**Exercise aim:** Find out how many lines in the records have the string "bottom" in them, and state only that number.

----- Input -----

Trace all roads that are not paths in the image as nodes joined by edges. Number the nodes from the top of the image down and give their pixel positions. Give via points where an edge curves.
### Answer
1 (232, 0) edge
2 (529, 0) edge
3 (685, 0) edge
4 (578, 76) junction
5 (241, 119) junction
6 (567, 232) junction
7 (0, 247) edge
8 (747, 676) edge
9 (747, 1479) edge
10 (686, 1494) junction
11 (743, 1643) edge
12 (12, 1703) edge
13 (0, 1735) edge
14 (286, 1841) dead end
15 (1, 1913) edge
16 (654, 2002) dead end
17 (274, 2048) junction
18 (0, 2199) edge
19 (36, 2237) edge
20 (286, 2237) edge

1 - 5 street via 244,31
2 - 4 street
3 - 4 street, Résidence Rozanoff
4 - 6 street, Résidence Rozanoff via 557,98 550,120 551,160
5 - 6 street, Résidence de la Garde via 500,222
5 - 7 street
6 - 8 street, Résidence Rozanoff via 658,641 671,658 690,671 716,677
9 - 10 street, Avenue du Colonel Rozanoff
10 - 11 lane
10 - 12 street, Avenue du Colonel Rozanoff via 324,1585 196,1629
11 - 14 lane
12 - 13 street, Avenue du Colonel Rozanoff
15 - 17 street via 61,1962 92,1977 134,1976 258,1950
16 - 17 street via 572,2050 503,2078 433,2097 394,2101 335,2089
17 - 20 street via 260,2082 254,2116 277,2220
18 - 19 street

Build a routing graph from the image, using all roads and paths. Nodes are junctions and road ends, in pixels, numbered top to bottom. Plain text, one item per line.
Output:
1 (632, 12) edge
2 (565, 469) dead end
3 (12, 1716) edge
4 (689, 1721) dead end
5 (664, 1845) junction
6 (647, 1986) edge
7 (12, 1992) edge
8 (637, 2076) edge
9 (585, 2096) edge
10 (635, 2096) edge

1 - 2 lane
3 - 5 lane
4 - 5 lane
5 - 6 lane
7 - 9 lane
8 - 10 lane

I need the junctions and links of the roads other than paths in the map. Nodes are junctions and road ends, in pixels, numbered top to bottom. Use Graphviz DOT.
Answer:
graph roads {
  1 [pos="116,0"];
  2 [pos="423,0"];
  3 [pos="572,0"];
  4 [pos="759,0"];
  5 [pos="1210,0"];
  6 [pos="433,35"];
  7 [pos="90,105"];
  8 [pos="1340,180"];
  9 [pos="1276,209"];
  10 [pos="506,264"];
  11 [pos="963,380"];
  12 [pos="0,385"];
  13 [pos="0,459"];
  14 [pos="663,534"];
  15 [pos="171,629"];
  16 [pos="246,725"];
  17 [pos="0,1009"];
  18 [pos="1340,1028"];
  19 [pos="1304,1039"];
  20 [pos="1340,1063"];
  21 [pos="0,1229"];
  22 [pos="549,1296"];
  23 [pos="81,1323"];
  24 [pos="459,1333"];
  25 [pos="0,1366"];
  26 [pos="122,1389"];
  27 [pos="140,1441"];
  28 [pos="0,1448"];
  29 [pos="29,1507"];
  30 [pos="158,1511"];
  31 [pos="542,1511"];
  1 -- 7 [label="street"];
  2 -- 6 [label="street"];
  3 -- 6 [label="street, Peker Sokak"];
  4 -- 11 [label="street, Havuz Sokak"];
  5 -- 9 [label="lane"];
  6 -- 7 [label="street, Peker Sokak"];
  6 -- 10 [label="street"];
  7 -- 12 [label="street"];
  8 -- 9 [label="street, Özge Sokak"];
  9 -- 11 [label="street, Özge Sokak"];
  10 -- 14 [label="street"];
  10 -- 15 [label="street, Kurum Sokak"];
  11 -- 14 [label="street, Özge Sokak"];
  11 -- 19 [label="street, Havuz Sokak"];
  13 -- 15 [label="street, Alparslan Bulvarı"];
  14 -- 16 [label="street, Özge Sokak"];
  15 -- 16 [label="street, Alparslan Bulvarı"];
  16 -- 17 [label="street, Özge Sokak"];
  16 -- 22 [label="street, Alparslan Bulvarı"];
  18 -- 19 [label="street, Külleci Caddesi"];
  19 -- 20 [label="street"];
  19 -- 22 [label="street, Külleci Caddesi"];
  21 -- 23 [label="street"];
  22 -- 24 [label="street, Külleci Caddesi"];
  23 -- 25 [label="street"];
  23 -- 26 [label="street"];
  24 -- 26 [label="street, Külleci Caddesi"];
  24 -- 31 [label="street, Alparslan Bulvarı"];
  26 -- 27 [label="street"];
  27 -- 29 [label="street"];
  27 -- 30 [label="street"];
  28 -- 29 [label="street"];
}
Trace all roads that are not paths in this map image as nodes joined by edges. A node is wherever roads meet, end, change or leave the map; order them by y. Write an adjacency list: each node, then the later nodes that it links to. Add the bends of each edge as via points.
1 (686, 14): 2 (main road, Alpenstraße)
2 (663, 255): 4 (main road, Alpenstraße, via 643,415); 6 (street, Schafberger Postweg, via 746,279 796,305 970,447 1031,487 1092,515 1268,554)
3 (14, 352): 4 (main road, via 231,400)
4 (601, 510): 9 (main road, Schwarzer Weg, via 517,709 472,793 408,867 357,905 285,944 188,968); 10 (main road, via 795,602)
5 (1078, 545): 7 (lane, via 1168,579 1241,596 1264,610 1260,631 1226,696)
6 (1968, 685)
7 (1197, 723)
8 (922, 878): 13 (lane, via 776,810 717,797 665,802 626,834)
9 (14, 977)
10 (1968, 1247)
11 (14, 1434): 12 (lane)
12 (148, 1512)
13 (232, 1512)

-----

**Worked solution:** 2